Si presenta in aula, a Firenze, davanti alla Corte d'assise d'appello, e ribadisce ancora una volta la propria innocenza. Senza esitazioni. E lamenta, al contempo, di essere stato perseguitato. Raffaele Sollecito, imputato per l'omicidio di Meredith Kercher, si commuove anche: "Al momento io una vita reale non ce l’ho", dice concludendo le sue dichiarazioni spontanee con la voce rotta dalla commozione. E chiede ai giudici di "correggere gli errori" commessi in precedenza. "Mi hanno descritto come un assassino spietato, non sono niente di tutto questo", dice il ragazzo pugliese. "A Perugia - racconta - ero una persona molto riservata, mi dedicavo a studi molto impegnativi, come l’informatica in cui poi mi sono laureato". "Sono orgoglioso - prosegue - di essere cresciuto in una famiglia per bene, che mi ha cresciuto con valori".
Entra poi nello specifico soffermandosi sulla drammatica vicenda in cui è rimasto coinvolto, la morte della ragazza inglese avvenuta la notte del 1° novembre 2007: "Sono stato gettato in carcere, ho fatto sei mesi di isolamento e poi in struttura di massima sicurezza. Non auguro a nessuna persona al mondo di poter vivere quello che ho avuto come esperienza. Tutta la mia vita com’era prima ora non c’è più, è stata cancellata. Sto battagliando ogni giorno per poter portare avanti i fatti di questa vicenda". E lamenta: "Sento nei miei confronti una persecuzione allucinante, senza senso".
"Tutto ci poteva essere nelle nostre menti fuorché di essere spietati", prosegue Sollecito, provando a scagionare se stesso e Amanda Knox dall’accusa di omicidio: "Sono accuse assurde quelle mosse nei miei confronti, nei nostri confronti". Poi ripensa ai suoi anni a Perugia: "Non mi è mai piaciuto l’alcool e non andavo alle feste, anche se mi sono fatto qualche spinello, questo non ha cambiato la mia personalità".
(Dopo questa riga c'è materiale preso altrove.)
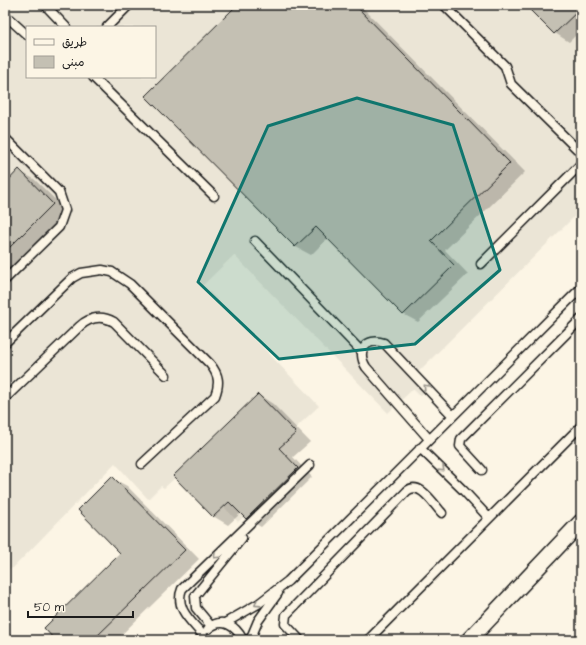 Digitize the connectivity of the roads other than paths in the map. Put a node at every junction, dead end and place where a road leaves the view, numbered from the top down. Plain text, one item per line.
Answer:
1 (45, 5) edge
2 (129, 5) edge
3 (444, 5) edge
4 (5, 15) edge
5 (65, 26) edge
6 (108, 26) edge
7 (26, 33) edge
8 (94, 78) edge
9 (5, 138) edge
10 (581, 153) edge
11 (581, 164) edge
12 (214, 196) dead end
13 (255, 242) dead end
14 (480, 264) dead end
15 (5, 280) edge
16 (581, 288) edge
17 (581, 319) edge
18 (5, 343) edge
19 (362, 352) junction
20 (166, 375) dead end
21 (5, 398) edge
22 (452, 415) junction
23 (581, 426) edge
24 (429, 439) junction
25 (420, 448) junction
26 (142, 464) dead end
27 (310, 465) dead end
28 (482, 470) dead end
29 (265, 510) junction
30 (442, 513) dead end
31 (489, 518) junction
32 (581, 522) edge
33 (288, 581) junction
34 (225, 623) junction
35 (211, 626) junction
36 (203, 638) edge
37 (243, 640) edge
38 (250, 640) edge
39 (300, 640) edge
40 (368, 640) edge
41 (469, 640) edge

1 - 5 lane
2 - 6 lane
3 - 10 lane
4 - 7 lane
8 - 12 lane
9 - 15 lane
11 - 14 lane
13 - 19 lane
16 - 22 lane
17 - 28 lane
18 - 26 lane
22 -> 19 lane
19 - 24 lane
20 - 21 lane
22 - 24 lane
23 - 31 lane
24 - 25 lane
25 -> 31 lane
25 - 33 lane
27 - 29 lane
29 - 35 lane
29 -> 36 lane
30 - 39 lane
31 - 40 lane
32 - 41 street
33 -> 34 lane
33 - 38 lane
34 - 35 lane
34 - 37 lane
35 - 36 lane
Parla anche della sua ex fidanzata: "Amanda Knox è stato il mio primo vero amore della mia vita, anche se è avvenuto un po' tardi. Quando avevo vent’anni c’era tutto nella mia vita fuorché una visione distorta e disprezzante come quella di chi mi accusa e che ha portato il mio nome in giro per tutto il mondo - ha aggiunto tra l’altro Sollecito - con Amanda vivevamo una storia spensierata, nel nostro nido di desideri vivevamo una piccola favola".
La sentenza potrebbe arrivare il 10 gennaio 2014. Al termine dell’udienza di oggi il presidente della Corte, Alessandro Nencini, ha stilato il calendario: le prossime udienze ci saranno il 25 e 26 novembre, 16 e 17 dicembre, 9 e 10 gennaio.
La perizia del Ris
Dopo l'intervento di Sollecito il presidente della Corte ha dato la parola all’ufficiale del Ris, il maggiore Andrea Berti, per illustrare l’esito della perizia sulle tracce genetiche presenti sul coltello sequestrato in casa di Sollecito. La traccia di Dna trovata tra l’impugnatura e la lama del coltello presenta "notevoli affinità" con il profilo genetico di Amanda. "Supportiamo fortemente - ha detto l'ufficiale - che il profilo genetico di Amanda sia presente nella traccia". Secondo l’accusa il coltello da cucina è da considerare l’arma del delitto. La difesa ha sempre sostenuto che il coltello venne sequestrato in casa di Sollecito, all’epoca fidanzato di Amanda, e che è perciò da considerare normale che sia stato usato da Amanda per scopi domestici. A confermare il risultato della perizia tecnica sul coltello, ha precisato il maggiore Berti, vi sono gli esiti dei confronti fra la traccia cosiddetta "I" e i profili genetici di Sollecito, Rudy Guede e Meredith Kercher, dai quali sono emerse "evidenti discordanze".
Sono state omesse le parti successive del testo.